:: Problem statement ::
Reproduce the records precisely. Every line should be included.

Records from a data source
═══

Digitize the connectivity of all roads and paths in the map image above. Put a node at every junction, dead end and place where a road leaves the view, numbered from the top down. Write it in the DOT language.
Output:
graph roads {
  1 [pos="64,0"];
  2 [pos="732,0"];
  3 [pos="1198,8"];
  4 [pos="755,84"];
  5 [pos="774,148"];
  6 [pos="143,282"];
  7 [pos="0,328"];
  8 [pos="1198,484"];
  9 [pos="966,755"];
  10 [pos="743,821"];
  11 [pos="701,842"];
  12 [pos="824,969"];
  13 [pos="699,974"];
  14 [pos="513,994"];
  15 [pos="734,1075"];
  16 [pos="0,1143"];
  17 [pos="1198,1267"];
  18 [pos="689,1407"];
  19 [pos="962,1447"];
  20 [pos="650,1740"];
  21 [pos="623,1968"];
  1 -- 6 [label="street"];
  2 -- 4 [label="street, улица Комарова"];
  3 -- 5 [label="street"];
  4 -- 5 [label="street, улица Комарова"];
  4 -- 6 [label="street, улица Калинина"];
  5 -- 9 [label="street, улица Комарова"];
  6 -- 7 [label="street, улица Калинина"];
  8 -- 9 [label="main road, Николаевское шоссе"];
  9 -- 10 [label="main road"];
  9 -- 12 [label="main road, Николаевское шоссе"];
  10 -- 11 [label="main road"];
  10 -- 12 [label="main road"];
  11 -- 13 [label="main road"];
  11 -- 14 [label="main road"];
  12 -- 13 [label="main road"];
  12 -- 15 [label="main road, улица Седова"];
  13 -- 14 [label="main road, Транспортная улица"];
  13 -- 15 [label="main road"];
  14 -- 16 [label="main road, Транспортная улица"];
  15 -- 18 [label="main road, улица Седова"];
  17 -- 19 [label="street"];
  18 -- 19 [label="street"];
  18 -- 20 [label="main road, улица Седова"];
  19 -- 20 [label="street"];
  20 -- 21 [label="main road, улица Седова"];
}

═══

:: Output of the exercise ::
Digitize the connectivity of all roads and paths in the map image above. Put a node at every junction, dead end and place where a road leaves the view, numbered from the top down. Write it in the DOT language.
Output:
graph roads {
  1 [pos="64,0"];
  2 [pos="732,0"];
  3 [pos="1198,8"];
  4 [pos="755,84"];
  5 [pos="774,148"];
  6 [pos="143,282"];
  7 [pos="0,328"];
  8 [pos="1198,484"];
  9 [pos="966,755"];
  10 [pos="743,821"];
  11 [pos="701,842"];
  12 [pos="824,969"];
  13 [pos="699,974"];
  14 [pos="513,994"];
  15 [pos="734,1075"];
  16 [pos="0,1143"];
  17 [pos="1198,1267"];
  18 [pos="689,1407"];
  19 [pos="962,1447"];
  20 [pos="650,1740"];
  21 [pos="623,1968"];
  1 -- 6 [label="street"];
  2 -- 4 [label="street, улица Комарова"];
  3 -- 5 [label="street"];
  4 -- 5 [label="street, улица Комарова"];
  4 -- 6 [label="street, улица Калинина"];
  5 -- 9 [label="street, улица Комарова"];
  6 -- 7 [label="street, улица Калинина"];
  8 -- 9 [label="main road, Николаевское шоссе"];
  9 -- 10 [label="main road"];
  9 -- 12 [label="main road, Николаевское шоссе"];
  10 -- 11 [label="main road"];
  10 -- 12 [label="main road"];
  11 -- 13 [label="main road"];
  11 -- 14 [label="main road"];
  12 -- 13 [label="main road"];
  12 -- 15 [label="main road, улица Седова"];
  13 -- 14 [label="main road, Транспортная улица"];
  13 -- 15 [label="main road"];
  14 -- 16 [label="main road, Транспортная улица"];
  15 -- 18 [label="main road, улица Седова"];
  17 -- 19 [label="street"];
  18 -- 19 [label="street"];
  18 -- 20 [label="main road, улица Седова"];
  19 -- 20 [label="street"];
  20 -- 21 [label="main road, улица Седова"];
}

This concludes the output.